Objection 3: sustained-in-part as to “Flanders did not
authorize Stallings to waive the attorney-client privilege protecting their
communications,” hearsay without exception.
Objection 4: sustained. Declarant does not establish
foundation.
Objection 5: overruled. This is not an evidentiary
objection, but rather a contention regarding the waiver of privilege here.
Nazarenko’s Objections to Declaration of Sincerai
Stallings
Objection 1: sustained. Lacks personal knowledge.
Objection 2: sustained. Attorney-client privilege.
Objection 3-5: overruled. Not an invasion of attorney-client
privilege to have Declarant explain the services provided.
Objection 6-10: sustained. Declarant lacks personal
knowledge.
Objection 11: overruled. see objection 3-5.
Objection 12-14: sustained. see objection 2.
Objection 15: sustained. see objection 6-10.
Nazarenko’s Objections to Declaration of Harris Tulchin
Objection 1-4: overruled. Not irrelevant.
Objection 5: sustained, legal conclusion.
Objection 6-8: sustained, lacks personal knowledge or
foundation.
Objection 9: overruled. see objection 1-4.
Nazarenko’s Objections to Declaration of David Samani
Objection 1: overruled, does not lack personal knowledge or
foundation.
Request for Judicial Notice
Nazarenko requests that the court take judicial notice of
the following in support of their motion:
1. Exhibit
66: Complaint for promissory estoppel and negligent misrepresentation filed by
Tulchin and HTA against defendants Pacific Mercantile Bank, a California
corporation, Pacific Mercantile Bancorp, a California corporation, and Does 1
through 25, inclusive, on November 20, 2018, as Los Angeles County Superior
Court Case No. 18SMCV00254.
2. Exhibit
67: this court’s Minute Order, dated March 11, 2020, sustaining Nazarenko’s
demurrer to the sixth cause of action for conversion of the SACC without leave
to amend.
3. Exhibit
68: this court’s entry of dismissal, on June 23, 2020, of the SACC’s ninth
cause of action by Tulchin as an individual.
4. Exhibit
69: Nazarenko’s Affirmative Defenses to the SACC, including the thirty-third
affirmative defense of unclean hands.
Cross-Complaints object to RJN No.1, contending that
allegations from a separate lawsuit are not judicial admissions in this
lawsuit, and further contending Nazarenko asks this court to take judicial
notice of several legal conclusions and arguments from a separate lawsuit.

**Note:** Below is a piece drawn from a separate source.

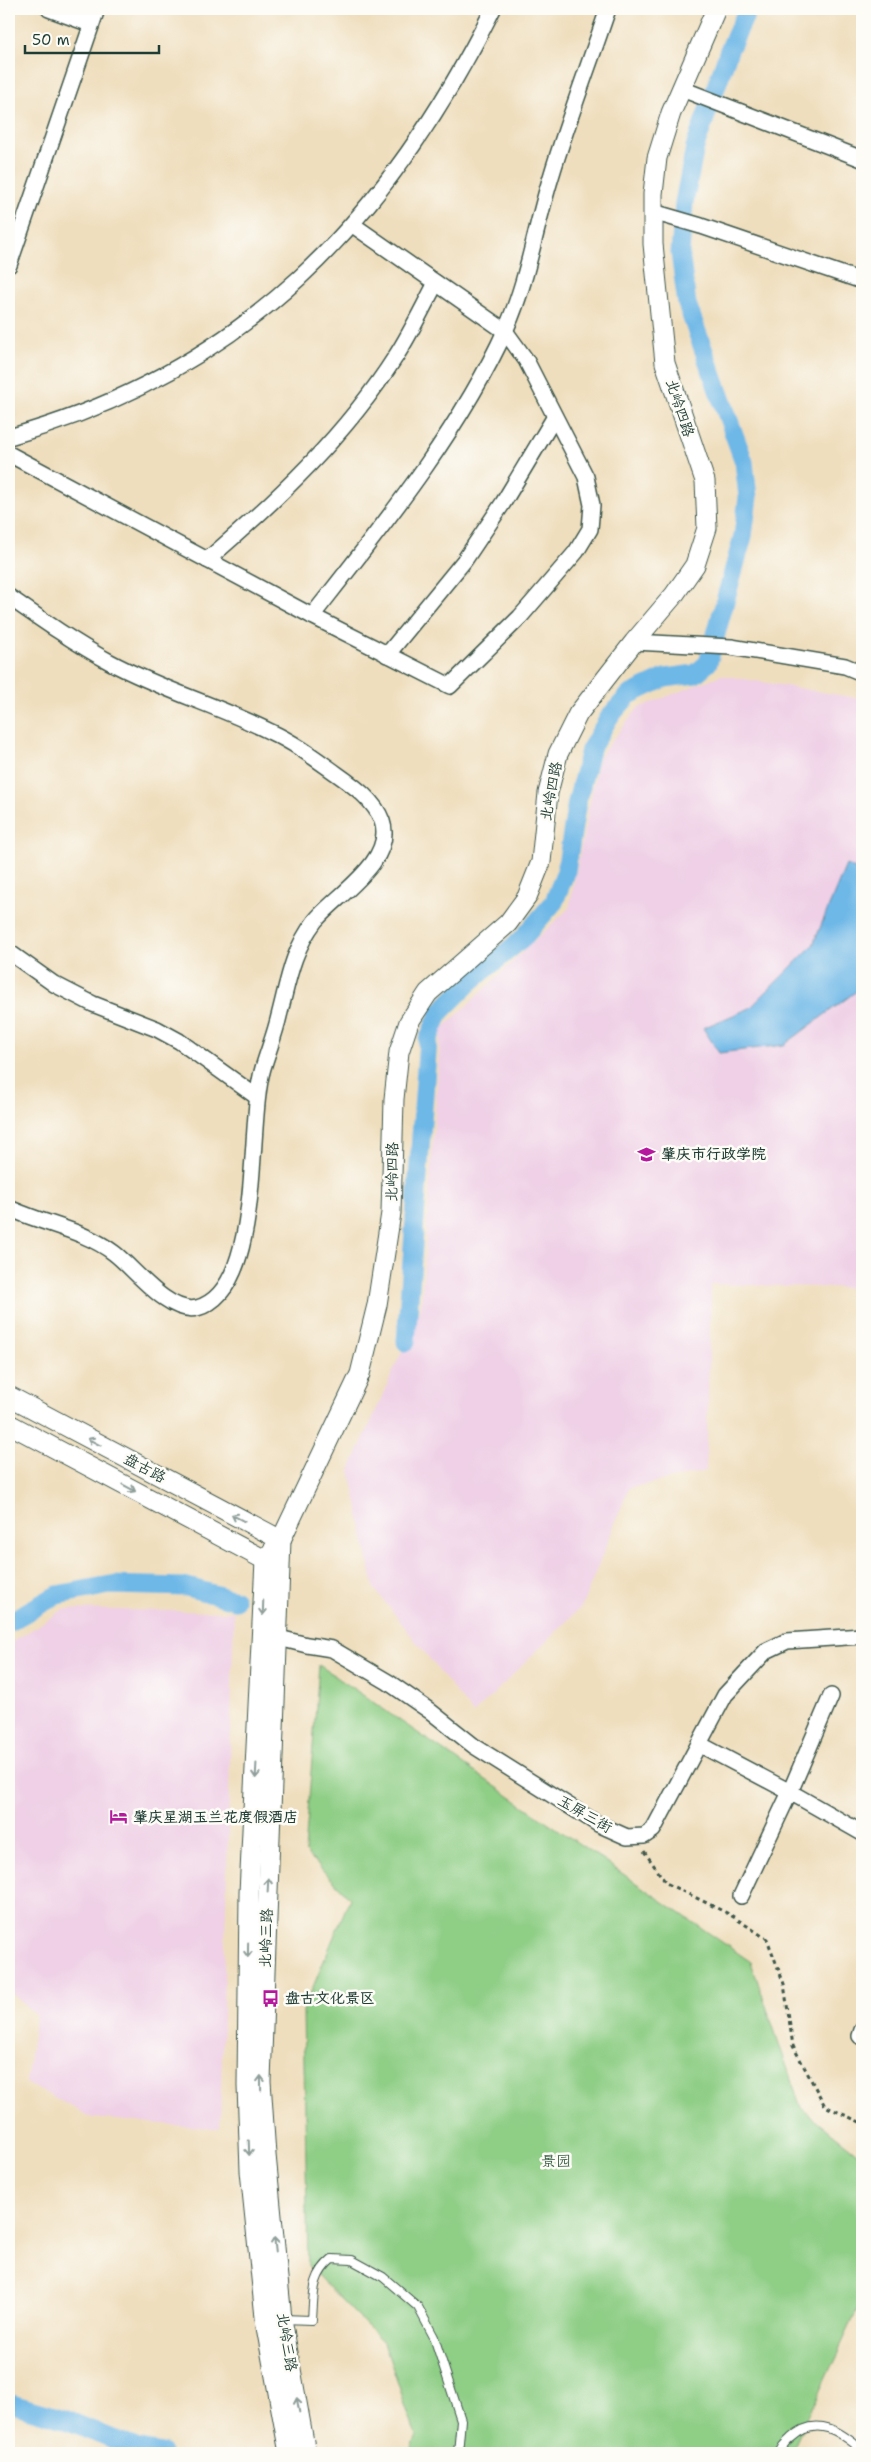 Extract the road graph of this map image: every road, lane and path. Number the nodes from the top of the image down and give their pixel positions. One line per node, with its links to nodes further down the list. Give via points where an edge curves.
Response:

(Cross-Complainants Objections, 2; citing Minish v. Hanuman Fellowship
(2013) 214 Cal.App.4th 437, 456.) The court agrees.

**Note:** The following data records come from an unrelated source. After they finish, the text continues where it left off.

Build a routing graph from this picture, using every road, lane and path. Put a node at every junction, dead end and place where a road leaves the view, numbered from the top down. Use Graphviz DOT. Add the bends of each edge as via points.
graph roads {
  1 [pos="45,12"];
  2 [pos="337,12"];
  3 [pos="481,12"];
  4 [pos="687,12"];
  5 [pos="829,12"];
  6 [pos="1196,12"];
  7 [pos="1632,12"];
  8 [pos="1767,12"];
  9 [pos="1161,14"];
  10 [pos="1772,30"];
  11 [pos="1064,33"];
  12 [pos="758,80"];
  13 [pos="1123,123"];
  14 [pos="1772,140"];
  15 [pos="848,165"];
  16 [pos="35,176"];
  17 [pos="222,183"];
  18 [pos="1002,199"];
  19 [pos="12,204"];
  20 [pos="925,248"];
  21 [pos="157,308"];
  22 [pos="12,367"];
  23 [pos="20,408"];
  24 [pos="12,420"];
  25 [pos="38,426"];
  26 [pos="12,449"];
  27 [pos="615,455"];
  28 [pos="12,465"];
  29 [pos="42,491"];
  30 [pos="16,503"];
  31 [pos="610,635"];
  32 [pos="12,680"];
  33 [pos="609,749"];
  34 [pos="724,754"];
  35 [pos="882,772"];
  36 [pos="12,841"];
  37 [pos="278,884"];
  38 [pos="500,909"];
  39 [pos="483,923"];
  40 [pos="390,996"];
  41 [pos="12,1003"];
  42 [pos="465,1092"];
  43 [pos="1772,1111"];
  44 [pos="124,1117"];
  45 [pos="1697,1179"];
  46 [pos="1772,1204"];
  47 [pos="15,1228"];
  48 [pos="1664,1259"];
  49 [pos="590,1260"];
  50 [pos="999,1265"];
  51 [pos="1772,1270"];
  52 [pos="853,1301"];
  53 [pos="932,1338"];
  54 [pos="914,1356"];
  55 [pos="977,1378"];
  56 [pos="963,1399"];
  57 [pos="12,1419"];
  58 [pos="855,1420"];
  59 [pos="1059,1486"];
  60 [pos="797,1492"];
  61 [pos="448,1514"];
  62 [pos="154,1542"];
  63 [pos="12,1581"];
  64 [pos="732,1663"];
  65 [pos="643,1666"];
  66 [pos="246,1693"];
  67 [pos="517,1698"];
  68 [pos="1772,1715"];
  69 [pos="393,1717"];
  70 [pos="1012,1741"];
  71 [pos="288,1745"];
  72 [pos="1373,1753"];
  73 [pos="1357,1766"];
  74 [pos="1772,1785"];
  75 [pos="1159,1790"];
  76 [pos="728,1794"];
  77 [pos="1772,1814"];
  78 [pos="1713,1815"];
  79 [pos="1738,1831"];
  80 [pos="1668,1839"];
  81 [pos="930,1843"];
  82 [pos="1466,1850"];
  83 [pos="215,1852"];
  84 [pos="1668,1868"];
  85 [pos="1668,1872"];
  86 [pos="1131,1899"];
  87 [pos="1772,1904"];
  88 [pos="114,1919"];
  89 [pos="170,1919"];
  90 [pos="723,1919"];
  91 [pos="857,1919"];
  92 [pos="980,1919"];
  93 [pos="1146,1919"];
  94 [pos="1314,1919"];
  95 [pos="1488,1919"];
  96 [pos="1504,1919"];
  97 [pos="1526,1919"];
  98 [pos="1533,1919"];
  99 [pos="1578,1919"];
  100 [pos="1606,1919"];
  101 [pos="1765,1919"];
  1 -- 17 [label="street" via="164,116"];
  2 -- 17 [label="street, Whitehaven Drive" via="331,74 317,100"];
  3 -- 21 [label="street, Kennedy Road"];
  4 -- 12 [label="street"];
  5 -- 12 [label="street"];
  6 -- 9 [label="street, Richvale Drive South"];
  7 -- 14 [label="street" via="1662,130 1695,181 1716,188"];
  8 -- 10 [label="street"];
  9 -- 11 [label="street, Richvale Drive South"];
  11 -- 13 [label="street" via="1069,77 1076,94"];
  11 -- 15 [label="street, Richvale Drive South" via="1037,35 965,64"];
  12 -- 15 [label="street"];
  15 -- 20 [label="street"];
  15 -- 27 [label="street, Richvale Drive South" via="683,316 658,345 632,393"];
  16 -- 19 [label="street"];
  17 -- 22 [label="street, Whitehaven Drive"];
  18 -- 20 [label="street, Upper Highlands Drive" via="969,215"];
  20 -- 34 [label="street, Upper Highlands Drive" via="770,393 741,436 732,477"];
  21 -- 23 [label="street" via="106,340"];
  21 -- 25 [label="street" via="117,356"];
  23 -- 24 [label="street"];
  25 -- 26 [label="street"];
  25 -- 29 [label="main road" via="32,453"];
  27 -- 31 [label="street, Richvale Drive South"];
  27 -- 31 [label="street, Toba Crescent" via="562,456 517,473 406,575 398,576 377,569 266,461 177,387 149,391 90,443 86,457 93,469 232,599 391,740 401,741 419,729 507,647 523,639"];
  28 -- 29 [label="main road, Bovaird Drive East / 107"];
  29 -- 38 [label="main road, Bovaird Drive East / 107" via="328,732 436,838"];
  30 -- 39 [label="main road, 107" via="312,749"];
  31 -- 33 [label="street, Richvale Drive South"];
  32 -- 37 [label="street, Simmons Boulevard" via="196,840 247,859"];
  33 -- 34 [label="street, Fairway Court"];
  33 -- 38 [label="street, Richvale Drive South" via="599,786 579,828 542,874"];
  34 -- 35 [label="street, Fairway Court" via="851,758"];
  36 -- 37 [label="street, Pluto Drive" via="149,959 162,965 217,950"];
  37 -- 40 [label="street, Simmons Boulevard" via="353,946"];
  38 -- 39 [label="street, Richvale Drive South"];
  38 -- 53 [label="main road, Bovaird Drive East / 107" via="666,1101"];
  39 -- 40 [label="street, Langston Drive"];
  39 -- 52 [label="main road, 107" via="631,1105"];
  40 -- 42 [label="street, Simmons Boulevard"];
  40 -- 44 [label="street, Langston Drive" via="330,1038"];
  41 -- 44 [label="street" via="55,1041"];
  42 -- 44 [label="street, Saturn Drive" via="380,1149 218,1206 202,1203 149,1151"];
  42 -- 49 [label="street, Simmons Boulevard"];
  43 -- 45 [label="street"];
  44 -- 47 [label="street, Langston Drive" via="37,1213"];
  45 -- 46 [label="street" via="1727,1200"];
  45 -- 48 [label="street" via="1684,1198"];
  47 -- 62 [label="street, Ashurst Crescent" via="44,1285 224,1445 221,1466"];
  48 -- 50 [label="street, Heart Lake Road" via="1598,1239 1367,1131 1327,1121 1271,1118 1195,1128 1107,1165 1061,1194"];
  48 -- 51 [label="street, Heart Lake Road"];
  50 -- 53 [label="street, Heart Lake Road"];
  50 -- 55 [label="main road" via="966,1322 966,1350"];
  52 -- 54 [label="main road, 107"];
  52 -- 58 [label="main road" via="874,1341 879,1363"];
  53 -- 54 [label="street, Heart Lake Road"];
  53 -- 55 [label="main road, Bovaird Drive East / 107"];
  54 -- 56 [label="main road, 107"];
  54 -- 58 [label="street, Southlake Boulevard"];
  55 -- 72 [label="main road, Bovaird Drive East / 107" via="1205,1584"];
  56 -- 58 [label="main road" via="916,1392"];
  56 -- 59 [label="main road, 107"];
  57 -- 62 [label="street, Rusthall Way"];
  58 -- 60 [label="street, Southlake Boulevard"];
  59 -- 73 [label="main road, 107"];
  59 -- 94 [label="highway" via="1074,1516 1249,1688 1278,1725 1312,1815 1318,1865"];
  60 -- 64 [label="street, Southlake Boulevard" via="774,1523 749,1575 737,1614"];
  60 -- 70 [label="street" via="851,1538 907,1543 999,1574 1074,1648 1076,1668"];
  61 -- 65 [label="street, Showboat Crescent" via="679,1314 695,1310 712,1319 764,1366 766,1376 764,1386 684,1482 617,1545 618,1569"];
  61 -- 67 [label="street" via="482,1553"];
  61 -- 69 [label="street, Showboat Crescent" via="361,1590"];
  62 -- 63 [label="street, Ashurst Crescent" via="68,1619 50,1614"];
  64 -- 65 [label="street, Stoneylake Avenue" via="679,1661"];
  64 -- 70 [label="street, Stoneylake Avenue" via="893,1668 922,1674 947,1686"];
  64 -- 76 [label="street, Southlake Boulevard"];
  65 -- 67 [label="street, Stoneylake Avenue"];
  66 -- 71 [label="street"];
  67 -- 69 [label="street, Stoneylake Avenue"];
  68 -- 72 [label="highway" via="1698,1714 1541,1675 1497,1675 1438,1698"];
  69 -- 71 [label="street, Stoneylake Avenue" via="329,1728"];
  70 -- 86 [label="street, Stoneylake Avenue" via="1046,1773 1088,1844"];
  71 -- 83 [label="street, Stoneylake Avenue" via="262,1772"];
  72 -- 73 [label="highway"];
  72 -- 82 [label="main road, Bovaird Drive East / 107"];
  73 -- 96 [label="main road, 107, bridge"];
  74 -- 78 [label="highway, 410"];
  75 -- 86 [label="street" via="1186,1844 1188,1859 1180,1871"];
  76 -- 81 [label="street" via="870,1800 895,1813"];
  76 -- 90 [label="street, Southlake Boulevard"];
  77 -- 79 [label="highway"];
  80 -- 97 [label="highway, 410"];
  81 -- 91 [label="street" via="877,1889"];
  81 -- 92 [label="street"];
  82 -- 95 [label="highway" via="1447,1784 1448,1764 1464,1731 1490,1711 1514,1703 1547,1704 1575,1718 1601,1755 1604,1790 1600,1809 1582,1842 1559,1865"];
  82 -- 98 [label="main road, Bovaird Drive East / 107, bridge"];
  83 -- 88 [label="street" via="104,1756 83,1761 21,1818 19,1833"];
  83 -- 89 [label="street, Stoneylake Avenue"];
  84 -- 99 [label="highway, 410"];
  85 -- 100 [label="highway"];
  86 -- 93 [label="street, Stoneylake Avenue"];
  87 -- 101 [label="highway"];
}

Nazarenko’s request is granted as to requests No. 2-4. The
existence and legal significance of these documents are proper matters for
judicial notice. (Evid. Code § 452(d), (h).)
Cross-Complainants also request that the court take judicial
notice of the following in support of their opposition:
1. The docket report for the matter styled
as Securities and Exchange Commission v. Adams, United States District Court,
Central District of California, Case No. 2:19-cv-01412-FMO-RAO. (Exhibit 181)
2. The Complaint filed on February 26,
2019 in the matter styled as Securities and Exchange Commission v. Adams, United
States District Court, Central District of California, Case No.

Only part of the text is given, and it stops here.